"He was burned at the stake in Rome's Flower Market in the year 1600."
"How horrible ... and stupid. And you call that humanism?"
"No, not at all. Bruno was the humanist, not his executioners. During the Renaissance, what we call anti-humanism flourished as well. By this I mean the authoritarian power of State and Church. During the Renaissance there was a tremendous thirst for trying witches, burning heretics, magic and superstition, bloody religious wars--and not least, the brutal conquest of America. But humanism has always had a shadow side. No epoch is either purely good or purely evil. Good and evil are twin threads that run through the history of mankind. And often they intertwine. This is not least true of our next key phrase, a new scientific method, another Renaissance innovation which I will tell you about."
"Was that when they built the first factories?"
"No, not yet. But a precondition for all the technical development that took place after the Renaissance was the new scientific method. By that I mean the completely new approach to what science was. The technical fruits of this method only became apparent later on."

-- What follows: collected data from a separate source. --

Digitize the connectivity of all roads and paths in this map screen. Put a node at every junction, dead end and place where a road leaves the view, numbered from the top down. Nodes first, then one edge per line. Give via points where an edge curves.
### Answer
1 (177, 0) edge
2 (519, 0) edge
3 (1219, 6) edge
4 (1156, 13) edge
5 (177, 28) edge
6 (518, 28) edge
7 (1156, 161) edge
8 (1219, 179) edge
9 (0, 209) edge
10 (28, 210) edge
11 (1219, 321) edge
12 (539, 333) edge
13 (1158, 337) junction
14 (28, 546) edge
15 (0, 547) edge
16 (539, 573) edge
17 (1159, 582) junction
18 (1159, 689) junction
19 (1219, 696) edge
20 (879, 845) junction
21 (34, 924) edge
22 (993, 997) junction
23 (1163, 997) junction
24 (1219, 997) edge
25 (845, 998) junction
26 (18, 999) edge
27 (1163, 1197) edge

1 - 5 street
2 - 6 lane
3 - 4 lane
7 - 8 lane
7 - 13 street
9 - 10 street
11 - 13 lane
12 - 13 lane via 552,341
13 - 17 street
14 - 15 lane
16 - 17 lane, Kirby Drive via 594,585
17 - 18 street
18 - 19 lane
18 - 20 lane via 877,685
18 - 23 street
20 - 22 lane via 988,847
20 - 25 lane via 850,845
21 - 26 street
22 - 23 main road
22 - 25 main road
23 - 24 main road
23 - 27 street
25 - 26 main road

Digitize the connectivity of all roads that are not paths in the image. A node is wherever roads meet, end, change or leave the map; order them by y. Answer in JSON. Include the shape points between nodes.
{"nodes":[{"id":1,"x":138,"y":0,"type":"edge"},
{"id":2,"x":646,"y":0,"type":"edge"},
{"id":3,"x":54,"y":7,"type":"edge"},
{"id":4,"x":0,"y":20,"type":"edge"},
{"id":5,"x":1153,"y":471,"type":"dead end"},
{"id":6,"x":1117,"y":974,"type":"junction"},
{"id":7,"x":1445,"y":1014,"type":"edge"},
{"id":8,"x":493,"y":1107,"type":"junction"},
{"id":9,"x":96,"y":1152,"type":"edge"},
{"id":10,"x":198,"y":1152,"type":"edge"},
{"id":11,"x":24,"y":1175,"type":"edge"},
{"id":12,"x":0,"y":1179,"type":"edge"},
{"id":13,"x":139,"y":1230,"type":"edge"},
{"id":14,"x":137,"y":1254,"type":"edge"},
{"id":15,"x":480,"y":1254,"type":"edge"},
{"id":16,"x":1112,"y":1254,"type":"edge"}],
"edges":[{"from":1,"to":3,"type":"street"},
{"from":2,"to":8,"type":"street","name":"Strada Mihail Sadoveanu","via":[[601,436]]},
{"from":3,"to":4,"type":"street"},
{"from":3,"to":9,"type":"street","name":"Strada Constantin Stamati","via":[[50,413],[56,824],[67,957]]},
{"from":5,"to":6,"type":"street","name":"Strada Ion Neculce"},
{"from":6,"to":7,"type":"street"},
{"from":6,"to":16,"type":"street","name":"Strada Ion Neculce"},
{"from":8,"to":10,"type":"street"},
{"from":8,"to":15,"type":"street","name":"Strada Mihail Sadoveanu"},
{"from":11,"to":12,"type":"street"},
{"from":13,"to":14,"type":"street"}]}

"What was this new method?"
"Mainly it was a process of investigating nature with our own senses. Since the fourteenth century there had been an increasing number of thinkers who warned against blind faith in old authority, be it religious doctrine or the natural philosophy of Aristotle. There were also warnings against the belief that problems can be solved purely by thinking. An exaggerated belief in the importance of reason had been valid all through the Middle Ages. Now it was said that every investigation of natural phenomena must be based on observation, experience, and experiment. We call this the empirical method."
"Which means?"
"It only means that one bases one's knowledge of things on one's own experience--and not on dusty parchments or figments of the imagination. Empirical science was known in antiquity, but systematic experiments were something quite new."
"I guess they didn't have any of the technical apparatus we have today."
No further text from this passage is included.